Baptism at Death, and for the Dead.

The following throws light upon the pagan origin of baptism as a saving act, at death, and after death. Describing the nature of the mystic formulæ which the Gnostics used, King says:

“The motive for placing in the coffin of the defunct illuminato these ‘words of power’ graven on scrolls of lead, plates of bronze, the gems we are considering, and doubtless to an infinitely greater extent on more perishable materials, derives much light from the description Epiphanius gives of the ceremony whereby the Heracleonitæ prepared their dying brother for the next world. They sprinkled his head with water, mingled with oil, and opobalsamum, repeating at the same time the form of words used by the Marcosians in baptism, in order that his Inner Man, thus provided, might escape the vigilance of the Principalities and Powers whose domains he was about to traverse, and mount up unseen by any to the Pleroma from which he had originally descended.
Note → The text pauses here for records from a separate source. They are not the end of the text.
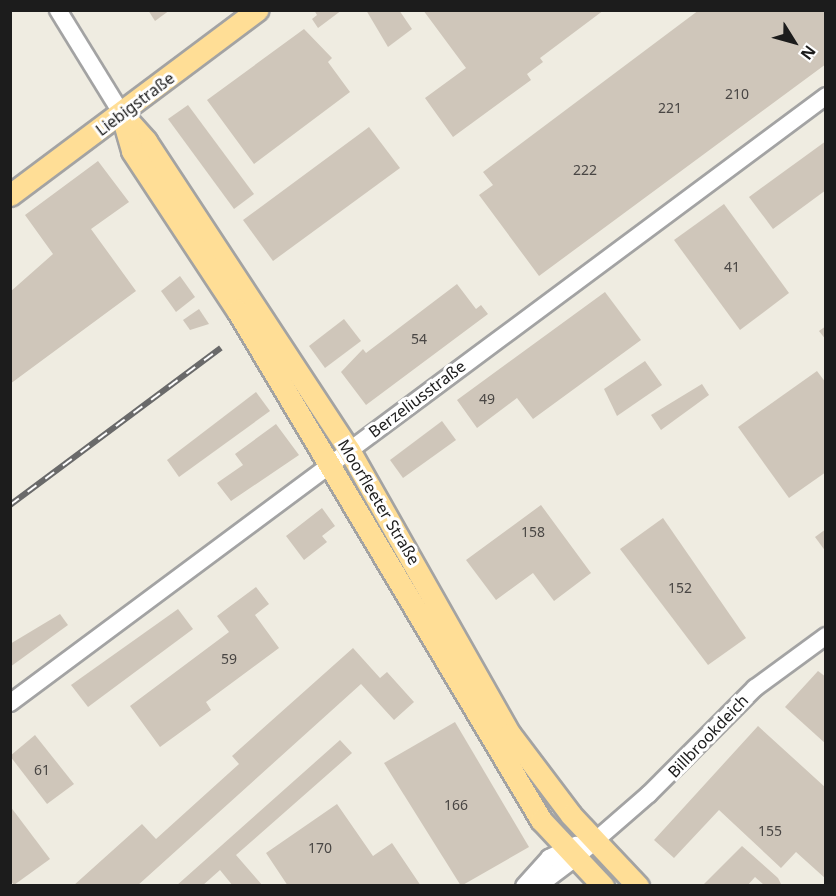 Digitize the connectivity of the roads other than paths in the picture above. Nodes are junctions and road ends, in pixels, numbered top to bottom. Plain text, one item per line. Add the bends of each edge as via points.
1 (58, 10) edge
2 (257, 10) edge
3 (825, 96) edge
4 (122, 114) junction
5 (10, 195) edge
6 (349, 450) junction
7 (327, 466) junction
8 (825, 636) edge
9 (10, 703) edge
10 (594, 841) junction
11 (568, 854) junction
12 (527, 884) edge
13 (603, 885) edge
14 (638, 885) edge

1 - 4 street, Moorfleeter Straße
2 - 4 main road, Liebigstraße
3 - 6 street, Berzeliusstraße
4 - 5 main road, Liebigstraße
4 - 6 main road, Moorfleeter Straße via 146,141
4 - 7 main road, Moorfleeter Straße via 132,152 237,310
6 - 7 street, Berzeliusstraße
6 - 10 main road, Moorfleeter Straße via 510,734
7 - 9 street, Berzeliusstraße
7 - 11 main road, Moorfleeter Straße via 541,820
8 - 10 street, Billbrookdeich via 755,688 650,794
10 - 11 street, Billbrookdeich
10 - 14 main road, Moorfleeter Straße
11 - 12 street, Billbrookdeich via 542,884
11 - 13 main road, Moorfleeter Straße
Their priests therefore instructed the dying man that as he came before these Powers he was to address them in the following words: ‘I, the son from the Father, the Father pre-existing, but the son in the present time, am come to behold all things, both of others and of my own, and things not altogether of others, but belonging unto Achamoth (Wisdom) who is feminine, and hath created them for herself. But I declare my own origin from the Pre-existing One, and I am going back unto my own from which I have descended.’ By the virtue of these words he will elude the Powers and arrive at the Demiurgus in the eighth sphere, whom again he must thus address: ‘I am a precious vessel, superior to the female power who made thee, inasmuch as thy mother knoweth not her own origin, whereas I know myself, and I know whence I am; and I invoke the Incorruptible Wisdom who is in the father and in the mother of your mother who hath no father—nay, not even a male consort, but being a female sprung from a female that created thee, though she herself knows not her mother, but believes herself to exist alone. But I invoke the mother.’ At this address the Demiurgus is struck with confusion (as well he might be) and forced to acknowledge the baseness of his origin; whereupon the inner man of the Gnostic casts off his bondage as well as his own angel or soul, which remains with the Demiurgus for further use, and ascends still higher into his proper place.”[74]

We shall find that this pagan conception became very prominent in the early Church. The “being baptized for the dead,” of which Paul speaks, and which was much practised after the second century, sprang from this source; also delaying baptism until the moment of death.